**YOUR ASSIGNMENT:**
Output only the lines of the entries that follow, starting at the one with "index dip: (671, 101)" and running down to the one with "pinky mcp: (332, 193)", both included and unchanged.

[Collected data]

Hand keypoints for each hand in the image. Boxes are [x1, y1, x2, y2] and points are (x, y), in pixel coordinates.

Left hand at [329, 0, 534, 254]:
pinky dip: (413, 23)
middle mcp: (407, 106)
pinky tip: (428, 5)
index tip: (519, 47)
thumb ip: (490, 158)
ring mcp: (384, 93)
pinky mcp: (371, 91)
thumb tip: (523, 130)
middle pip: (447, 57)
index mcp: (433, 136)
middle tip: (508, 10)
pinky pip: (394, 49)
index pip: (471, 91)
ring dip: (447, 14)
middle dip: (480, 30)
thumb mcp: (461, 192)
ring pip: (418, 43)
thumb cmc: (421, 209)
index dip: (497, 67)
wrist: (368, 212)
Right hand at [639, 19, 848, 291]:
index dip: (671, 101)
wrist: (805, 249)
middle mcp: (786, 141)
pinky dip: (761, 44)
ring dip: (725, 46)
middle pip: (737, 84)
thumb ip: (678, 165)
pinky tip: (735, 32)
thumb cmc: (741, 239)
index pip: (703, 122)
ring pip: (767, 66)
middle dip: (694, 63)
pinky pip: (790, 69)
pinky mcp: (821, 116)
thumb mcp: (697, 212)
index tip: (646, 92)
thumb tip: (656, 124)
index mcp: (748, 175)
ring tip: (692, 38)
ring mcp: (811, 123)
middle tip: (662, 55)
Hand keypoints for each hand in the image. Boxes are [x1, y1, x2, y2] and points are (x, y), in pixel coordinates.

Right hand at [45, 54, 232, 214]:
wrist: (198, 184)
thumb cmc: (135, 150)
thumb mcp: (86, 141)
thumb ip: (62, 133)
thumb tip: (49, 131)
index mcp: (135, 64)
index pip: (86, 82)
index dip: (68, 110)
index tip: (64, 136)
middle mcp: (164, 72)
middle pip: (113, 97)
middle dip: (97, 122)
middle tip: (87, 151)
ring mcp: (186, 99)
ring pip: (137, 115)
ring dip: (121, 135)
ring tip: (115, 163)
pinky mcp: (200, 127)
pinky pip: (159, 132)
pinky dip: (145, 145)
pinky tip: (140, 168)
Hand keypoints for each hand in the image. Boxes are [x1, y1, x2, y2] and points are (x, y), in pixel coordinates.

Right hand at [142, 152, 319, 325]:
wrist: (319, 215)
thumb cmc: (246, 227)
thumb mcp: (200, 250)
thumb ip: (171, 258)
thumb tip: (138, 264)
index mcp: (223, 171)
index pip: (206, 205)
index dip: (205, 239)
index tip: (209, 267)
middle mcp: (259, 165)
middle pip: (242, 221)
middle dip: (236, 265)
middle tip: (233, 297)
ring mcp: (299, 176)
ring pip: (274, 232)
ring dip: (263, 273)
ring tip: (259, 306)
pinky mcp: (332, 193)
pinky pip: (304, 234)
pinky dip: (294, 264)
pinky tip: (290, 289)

**RESULT:**
index dip: (671, 101)
wrist: (805, 249)
middle mcp: (786, 141)
pinky dip: (761, 44)
ring dip: (725, 46)
middle pip: (737, 84)
thumb ip: (678, 165)
pinky tip: (735, 32)
thumb cmc: (741, 239)
index pip: (703, 122)
ring pip: (767, 66)
middle dip: (694, 63)
pinky pip: (790, 69)
pinky mcp: (821, 116)
thumb mcp: (697, 212)
index tip: (646, 92)
thumb tip: (656, 124)
index mcp: (748, 175)
ring tip: (692, 38)
ring mcp: (811, 123)
middle tip: (662, 55)
Hand keypoints for each hand in the image. Boxes are [x1, y1, x2, y2] and points are (x, y), in pixel coordinates.

Right hand at [45, 54, 232, 214]:
wrist: (198, 184)
thumb cmc: (135, 150)
thumb mcp: (86, 141)
thumb ip: (62, 133)
thumb tip: (49, 131)
index mcp: (135, 64)
index pip: (86, 82)
index dip: (68, 110)
index tip: (64, 136)
middle mcp: (164, 72)
middle pip: (113, 97)
middle dip: (97, 122)
middle tip: (87, 151)
ring mcp: (186, 99)
ring pip: (137, 115)
ring dip: (121, 135)
ring tip: (115, 163)
pinky mcp: (200, 127)
pinky pip: (159, 132)
pinky dip: (145, 145)
pinky tip: (140, 168)
Hand keypoints for each hand in the image. Boxes are [x1, y1, x2, y2] and points are (x, y), in pixel coordinates.

Right hand at [142, 152, 319, 325]:
wrist: (319, 215)
thumb cmc: (246, 227)
thumb mcp: (200, 250)
thumb ip: (171, 258)
thumb tip: (138, 264)
index mcp: (223, 171)
index pip: (206, 205)
index dip: (205, 239)
index tip: (209, 267)
middle mcp: (259, 165)
middle pip: (242, 221)
middle dip: (236, 265)
middle tip: (233, 297)
ring mcp: (299, 176)
ring pip: (274, 232)
ring dip: (263, 273)
ring tip: (259, 306)
pinky mcp: (332, 193)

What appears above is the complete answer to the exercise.